Data supplied:
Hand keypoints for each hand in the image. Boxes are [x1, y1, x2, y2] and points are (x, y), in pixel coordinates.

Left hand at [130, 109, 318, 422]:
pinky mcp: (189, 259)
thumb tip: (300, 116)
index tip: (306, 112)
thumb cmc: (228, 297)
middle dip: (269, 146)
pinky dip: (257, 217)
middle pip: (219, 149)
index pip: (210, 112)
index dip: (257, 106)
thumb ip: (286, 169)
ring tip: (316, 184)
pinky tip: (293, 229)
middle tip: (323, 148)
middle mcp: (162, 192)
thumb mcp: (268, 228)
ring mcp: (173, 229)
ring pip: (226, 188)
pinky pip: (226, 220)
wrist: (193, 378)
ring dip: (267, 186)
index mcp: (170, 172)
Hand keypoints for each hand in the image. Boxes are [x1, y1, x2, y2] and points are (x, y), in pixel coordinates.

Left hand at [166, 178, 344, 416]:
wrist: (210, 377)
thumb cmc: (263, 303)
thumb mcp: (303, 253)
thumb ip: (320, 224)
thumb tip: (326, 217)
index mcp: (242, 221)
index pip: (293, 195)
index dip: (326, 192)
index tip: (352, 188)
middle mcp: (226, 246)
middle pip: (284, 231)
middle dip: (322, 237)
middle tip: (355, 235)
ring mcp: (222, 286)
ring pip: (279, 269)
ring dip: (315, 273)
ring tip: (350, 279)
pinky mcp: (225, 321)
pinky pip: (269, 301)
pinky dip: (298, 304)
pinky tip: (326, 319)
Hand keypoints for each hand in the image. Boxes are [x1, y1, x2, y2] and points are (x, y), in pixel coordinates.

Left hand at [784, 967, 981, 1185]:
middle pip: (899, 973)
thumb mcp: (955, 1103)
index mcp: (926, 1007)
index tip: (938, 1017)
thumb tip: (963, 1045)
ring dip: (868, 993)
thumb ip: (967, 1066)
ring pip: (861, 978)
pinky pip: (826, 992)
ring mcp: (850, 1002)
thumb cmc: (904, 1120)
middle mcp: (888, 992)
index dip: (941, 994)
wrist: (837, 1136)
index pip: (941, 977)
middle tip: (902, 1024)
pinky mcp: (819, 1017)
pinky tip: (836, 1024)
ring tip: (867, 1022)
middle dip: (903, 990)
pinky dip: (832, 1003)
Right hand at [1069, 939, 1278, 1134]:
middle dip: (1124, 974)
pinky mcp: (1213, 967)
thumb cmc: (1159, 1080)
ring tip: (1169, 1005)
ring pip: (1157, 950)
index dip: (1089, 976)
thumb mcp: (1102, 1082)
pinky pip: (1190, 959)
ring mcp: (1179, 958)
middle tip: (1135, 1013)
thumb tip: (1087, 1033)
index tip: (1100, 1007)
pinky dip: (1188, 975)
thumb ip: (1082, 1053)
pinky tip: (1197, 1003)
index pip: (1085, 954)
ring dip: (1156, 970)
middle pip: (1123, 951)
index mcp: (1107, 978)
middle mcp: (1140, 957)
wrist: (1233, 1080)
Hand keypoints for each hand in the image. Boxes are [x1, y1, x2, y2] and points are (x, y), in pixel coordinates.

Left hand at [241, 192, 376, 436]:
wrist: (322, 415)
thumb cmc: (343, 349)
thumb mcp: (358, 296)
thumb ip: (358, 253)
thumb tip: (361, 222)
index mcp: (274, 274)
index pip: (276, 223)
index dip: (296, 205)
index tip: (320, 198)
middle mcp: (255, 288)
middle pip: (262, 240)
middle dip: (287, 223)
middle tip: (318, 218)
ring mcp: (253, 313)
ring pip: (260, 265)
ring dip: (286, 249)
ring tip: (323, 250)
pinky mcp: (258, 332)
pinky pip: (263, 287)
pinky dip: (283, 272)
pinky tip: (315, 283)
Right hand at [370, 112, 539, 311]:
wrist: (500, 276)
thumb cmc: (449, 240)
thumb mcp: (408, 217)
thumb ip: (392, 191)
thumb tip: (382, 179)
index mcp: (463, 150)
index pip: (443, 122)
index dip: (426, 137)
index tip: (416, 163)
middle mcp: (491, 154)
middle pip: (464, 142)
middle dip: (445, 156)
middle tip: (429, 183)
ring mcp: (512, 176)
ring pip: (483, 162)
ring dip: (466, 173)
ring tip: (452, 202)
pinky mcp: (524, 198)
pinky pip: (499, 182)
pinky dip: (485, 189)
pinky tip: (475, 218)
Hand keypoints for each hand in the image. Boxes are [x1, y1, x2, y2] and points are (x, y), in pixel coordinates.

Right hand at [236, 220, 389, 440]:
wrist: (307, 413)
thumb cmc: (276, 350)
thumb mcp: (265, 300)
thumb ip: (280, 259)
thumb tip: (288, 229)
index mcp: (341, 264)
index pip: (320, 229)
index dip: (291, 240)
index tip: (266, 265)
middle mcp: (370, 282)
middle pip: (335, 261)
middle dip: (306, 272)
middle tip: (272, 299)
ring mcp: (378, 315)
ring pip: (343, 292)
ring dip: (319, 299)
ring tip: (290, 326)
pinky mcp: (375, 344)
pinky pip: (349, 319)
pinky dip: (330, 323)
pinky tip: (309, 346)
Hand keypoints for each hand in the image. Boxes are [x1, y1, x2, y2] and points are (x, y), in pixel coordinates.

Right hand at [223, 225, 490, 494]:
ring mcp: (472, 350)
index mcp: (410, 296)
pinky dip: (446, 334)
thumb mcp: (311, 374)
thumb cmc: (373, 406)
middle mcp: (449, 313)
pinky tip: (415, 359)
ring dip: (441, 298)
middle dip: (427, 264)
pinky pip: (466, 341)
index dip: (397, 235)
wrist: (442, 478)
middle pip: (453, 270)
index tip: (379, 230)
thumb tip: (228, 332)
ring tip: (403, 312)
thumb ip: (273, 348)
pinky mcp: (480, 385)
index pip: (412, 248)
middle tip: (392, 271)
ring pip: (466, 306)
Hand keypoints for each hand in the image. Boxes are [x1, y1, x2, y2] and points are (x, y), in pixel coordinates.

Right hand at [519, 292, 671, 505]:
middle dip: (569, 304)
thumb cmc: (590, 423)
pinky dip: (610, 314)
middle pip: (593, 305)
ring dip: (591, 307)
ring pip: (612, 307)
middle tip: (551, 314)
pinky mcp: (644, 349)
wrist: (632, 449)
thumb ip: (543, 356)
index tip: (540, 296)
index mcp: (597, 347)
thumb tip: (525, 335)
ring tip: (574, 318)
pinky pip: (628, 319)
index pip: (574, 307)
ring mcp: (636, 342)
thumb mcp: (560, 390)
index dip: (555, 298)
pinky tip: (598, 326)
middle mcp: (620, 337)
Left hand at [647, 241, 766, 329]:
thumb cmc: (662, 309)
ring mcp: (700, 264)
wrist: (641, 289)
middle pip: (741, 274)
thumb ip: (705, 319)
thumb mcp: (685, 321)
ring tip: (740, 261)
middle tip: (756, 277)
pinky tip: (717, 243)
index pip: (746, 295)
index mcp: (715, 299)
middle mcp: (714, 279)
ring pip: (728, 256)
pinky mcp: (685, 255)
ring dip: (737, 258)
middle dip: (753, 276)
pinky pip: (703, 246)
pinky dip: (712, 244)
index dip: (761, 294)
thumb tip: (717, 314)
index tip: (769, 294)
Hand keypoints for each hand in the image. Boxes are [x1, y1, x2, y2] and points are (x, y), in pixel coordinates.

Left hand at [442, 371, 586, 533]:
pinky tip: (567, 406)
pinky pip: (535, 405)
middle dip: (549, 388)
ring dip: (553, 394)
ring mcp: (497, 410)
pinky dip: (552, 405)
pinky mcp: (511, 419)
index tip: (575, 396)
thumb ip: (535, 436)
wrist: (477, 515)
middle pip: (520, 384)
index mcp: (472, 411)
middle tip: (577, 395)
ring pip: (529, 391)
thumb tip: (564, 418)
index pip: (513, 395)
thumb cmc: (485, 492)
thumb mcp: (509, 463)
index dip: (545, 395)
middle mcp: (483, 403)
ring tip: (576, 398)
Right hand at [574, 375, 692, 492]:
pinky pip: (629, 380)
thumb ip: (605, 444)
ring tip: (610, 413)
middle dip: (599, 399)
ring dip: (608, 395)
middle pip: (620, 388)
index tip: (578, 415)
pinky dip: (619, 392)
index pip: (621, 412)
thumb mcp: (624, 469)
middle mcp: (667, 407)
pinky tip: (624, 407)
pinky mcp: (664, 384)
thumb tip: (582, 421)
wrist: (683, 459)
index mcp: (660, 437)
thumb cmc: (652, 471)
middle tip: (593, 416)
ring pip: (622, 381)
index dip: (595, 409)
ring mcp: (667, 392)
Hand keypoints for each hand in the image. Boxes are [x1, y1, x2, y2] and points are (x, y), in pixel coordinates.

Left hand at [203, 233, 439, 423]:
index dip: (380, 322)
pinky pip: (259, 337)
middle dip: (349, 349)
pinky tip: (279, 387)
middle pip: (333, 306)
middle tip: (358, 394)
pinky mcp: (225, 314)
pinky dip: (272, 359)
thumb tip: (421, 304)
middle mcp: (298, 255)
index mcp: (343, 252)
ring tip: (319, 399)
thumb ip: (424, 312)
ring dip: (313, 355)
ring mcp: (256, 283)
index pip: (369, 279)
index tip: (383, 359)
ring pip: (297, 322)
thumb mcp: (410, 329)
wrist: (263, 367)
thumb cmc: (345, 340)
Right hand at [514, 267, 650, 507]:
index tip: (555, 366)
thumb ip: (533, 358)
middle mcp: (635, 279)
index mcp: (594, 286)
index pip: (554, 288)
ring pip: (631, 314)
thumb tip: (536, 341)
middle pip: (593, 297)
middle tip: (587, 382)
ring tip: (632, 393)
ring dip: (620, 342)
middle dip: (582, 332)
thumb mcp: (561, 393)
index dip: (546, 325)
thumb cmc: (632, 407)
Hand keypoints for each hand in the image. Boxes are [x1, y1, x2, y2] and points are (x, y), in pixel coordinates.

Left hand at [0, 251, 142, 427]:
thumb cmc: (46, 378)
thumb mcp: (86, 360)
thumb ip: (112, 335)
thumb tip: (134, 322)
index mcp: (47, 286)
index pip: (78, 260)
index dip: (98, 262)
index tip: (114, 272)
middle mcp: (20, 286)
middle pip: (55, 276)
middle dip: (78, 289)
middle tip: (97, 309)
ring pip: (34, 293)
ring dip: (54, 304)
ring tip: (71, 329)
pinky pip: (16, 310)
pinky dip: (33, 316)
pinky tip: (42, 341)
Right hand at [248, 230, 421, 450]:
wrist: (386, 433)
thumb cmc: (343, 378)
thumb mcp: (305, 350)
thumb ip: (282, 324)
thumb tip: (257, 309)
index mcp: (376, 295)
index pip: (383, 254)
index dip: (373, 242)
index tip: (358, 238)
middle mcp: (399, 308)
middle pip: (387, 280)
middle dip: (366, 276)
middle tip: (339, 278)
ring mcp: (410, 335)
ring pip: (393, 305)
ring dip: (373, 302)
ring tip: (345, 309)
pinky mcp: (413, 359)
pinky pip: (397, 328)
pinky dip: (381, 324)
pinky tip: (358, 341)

Problem to solve: Using the records above, restate word for word the lines from the one with "wrist: (632, 449)" through the one with "middle dip: (753, 276)", both included.

Answer for the task:
wrist: (632, 449)
thumb ip: (543, 356)
index tip: (540, 296)
index mcp: (597, 347)
thumb tip: (525, 335)
ring tip: (574, 318)
pinky pip: (628, 319)
index pip: (574, 307)
ring mcp: (636, 342)
thumb mcp: (560, 390)
index dip: (555, 298)
pinky tip: (598, 326)
middle mcp: (620, 337)
Left hand at [647, 241, 766, 329]:
thumb cmc: (662, 309)
ring mcp: (700, 264)
wrist: (641, 289)
middle pip: (741, 274)
thumb ip: (705, 319)
thumb mcp: (685, 321)
ring tip: (740, 261)
middle tip: (756, 277)
pinky tip: (717, 243)
index pip: (746, 295)
index mcp: (715, 299)
middle mcp: (714, 279)
ring pip: (728, 256)
pinky mcp: (685, 255)
ring dip: (737, 258)
middle dip: (753, 276)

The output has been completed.